Durant ces trois mois, les parties négocient le tarif de vente du fournisseur au distributeur, ainsi que d'autres éléments de leur relation commerciale (notamment les services de coopération, comme la mise en tête de gondole, la présence dans le magazine de Noël, etc.). La loi, sans être silencieuse, reste floue quant à la marche à suivre en cas de désaccord au 1 er mars : les parties négocient un préavis de rupture, qui tient compte notamment de la durée de la relation commerciale. Durant ce préavis, le distributeur peut donc continuer de commander des produits, qui ne sont pas facturés au tarif demandé récemment par le fournisseur (puisqu'il y a eu désaccord sur ce nouveau tarif), mais à l'ancien tarif (celui du 1 er mars N-1), éventuellement augmenté des hausses de tarif acceptées en cours d'année (fait rare, sauf en 2022).

Par conséquent, un fournisseur peut être amené, durant six, neuf, douze, voire dix-huit mois, à livrer des produits à un tarif devenu depuis caduc au regard de sa structure de coûts : si l'inflation du coût de ses intrants est importante, comme c'est le cas depuis plusieurs mois, il peut être amené à produire « à perte », mettant potentiellement en danger son équilibre financier et donc sa capacité d'investissement, d'embauche, ou d'innovation.

Cette situation accentue le déséquilibre entre les parties : d'une part car le distributeur négocie en sachant qu'en cas de désaccord, il pourra toujours être livré, qui plus est à l'ancien tarif. Et d'autre part, car il existe de facto une sorte de prime au distributeur qui ne conclut pas d'accord, car il sera alors livré à un tarif inférieur à celui dont s'acquittent ses concurrents qui ont conclu un accord en année N. L'incitation à « jouer la montre » voire à ne pas conclure d'accord au 1 er mars est donc renforcée pour les distributeurs.

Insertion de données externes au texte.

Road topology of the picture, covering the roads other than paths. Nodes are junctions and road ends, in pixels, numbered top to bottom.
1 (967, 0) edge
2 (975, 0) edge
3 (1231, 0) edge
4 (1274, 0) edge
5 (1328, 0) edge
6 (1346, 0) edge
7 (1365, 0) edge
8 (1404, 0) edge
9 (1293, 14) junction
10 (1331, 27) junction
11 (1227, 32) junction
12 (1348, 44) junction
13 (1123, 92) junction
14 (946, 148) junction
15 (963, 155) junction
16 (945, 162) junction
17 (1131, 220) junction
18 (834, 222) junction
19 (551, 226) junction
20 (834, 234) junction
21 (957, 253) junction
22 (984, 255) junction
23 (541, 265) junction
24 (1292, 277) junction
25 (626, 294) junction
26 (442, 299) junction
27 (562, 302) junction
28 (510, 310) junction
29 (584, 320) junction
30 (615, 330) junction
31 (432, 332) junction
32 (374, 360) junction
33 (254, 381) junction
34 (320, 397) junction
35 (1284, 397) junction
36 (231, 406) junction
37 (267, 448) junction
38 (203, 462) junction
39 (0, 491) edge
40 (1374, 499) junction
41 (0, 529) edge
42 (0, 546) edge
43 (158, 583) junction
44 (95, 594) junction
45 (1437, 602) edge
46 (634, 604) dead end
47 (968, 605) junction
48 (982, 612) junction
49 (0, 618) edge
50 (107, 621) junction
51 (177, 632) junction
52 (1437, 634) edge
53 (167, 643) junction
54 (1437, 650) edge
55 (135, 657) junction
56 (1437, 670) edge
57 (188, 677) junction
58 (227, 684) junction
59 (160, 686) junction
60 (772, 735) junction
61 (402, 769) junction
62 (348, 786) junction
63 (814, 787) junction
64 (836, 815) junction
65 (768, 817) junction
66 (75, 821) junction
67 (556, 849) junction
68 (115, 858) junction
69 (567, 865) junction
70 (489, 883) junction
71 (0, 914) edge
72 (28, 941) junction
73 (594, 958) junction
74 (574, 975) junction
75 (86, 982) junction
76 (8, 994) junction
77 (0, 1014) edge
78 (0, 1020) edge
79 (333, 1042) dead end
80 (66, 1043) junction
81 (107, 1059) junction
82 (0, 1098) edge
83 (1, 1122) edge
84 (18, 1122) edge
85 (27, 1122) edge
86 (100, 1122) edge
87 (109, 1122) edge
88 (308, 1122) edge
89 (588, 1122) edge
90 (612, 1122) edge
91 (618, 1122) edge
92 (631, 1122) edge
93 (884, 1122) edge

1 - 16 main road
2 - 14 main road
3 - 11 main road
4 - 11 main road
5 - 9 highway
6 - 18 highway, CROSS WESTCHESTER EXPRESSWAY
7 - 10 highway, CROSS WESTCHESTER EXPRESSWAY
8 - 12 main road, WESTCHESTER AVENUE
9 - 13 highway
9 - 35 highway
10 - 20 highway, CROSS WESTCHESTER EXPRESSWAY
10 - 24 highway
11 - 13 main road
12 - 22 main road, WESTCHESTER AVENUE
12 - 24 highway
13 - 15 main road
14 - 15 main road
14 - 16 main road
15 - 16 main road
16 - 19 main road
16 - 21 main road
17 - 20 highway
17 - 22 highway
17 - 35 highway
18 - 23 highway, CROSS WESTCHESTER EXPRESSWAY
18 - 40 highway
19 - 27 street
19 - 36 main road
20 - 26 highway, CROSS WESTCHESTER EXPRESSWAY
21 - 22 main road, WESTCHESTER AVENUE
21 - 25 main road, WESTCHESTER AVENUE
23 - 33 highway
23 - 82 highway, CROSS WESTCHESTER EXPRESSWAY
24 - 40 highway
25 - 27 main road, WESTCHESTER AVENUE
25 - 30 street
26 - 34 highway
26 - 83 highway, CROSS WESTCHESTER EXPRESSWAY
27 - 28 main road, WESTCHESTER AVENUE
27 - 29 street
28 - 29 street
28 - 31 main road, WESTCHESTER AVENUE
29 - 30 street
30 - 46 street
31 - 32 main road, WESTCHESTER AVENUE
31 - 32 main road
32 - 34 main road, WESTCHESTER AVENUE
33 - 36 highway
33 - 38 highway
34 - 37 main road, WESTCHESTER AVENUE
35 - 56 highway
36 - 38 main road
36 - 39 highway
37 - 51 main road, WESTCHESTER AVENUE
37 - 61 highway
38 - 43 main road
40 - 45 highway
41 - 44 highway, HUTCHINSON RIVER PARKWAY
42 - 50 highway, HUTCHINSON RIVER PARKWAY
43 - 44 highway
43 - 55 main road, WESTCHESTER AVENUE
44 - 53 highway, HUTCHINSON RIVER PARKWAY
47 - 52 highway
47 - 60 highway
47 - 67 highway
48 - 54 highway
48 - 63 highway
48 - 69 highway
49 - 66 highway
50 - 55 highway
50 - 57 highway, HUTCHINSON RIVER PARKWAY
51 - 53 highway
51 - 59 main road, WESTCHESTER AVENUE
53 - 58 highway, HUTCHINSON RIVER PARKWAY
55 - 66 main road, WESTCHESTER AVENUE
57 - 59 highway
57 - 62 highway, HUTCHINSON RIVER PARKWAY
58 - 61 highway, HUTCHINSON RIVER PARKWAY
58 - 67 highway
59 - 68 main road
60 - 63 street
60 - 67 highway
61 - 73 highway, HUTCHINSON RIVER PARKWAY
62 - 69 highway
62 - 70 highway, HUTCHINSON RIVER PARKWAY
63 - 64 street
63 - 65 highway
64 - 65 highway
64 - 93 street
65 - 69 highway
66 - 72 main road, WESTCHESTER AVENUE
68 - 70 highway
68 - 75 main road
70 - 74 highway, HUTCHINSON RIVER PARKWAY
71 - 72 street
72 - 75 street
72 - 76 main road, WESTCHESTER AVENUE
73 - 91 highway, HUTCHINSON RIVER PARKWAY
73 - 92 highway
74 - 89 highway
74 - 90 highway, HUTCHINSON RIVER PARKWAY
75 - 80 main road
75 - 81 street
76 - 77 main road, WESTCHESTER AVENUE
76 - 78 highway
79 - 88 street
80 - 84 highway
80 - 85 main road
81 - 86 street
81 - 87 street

C. DES PÉNALITÉS LOGISTIQUES QUI CONTINUENT, POUR PARTIE, D'ÊTRE APPLIQUÉES DE FAÇON CONTESTABLE

Dans l'ensemble, nul ne conteste le bien-fondé de l'existence de pénalités logistiques, qui visent à réparer le préjudice subi par une partie au contrat en cas d'inexécution d'engagements de la part de l'autre partie. Appliquées à l'univers de la grande distribution, elles visent, en théorie, à s'assurer que les produits sont livrés à la bonne date et qu'ils sont conformes à la commande. Autrement, le distributeur pourrait subir des ruptures dans ses rayons, préjudiciables à son image et à ses ventes.

En pratique en revanche, les pénalités logistiques semblent être devenues un véritable « centre de profit » en elles-mêmes (elles peuvent atteindre plusieurs millions d'euros). Nombre d'abus remontent du terrain et traduisent un contournement de l'encadrement juridique pourtant renforcé par la loi Egalim 2 (pénalités sans que le préjudice ne soit démontré, pénalités alors que la rupture de rayon provient d'une désorganisation interne au distributeur, pénalités appliquées sur la valeur totale de la commande livrée, même si seuls certains produits d'une certaine catégorie sont non-conformes, etc.). Tout porte à croire que certains acteurs de la grande distribution profitent des pénalités logistiques pour compenser des pertes de marge consenties sur certains produits (pour rester peu cher), voire pour simplement engranger des recettes supplémentaires, sans lien avec la vie des affaires.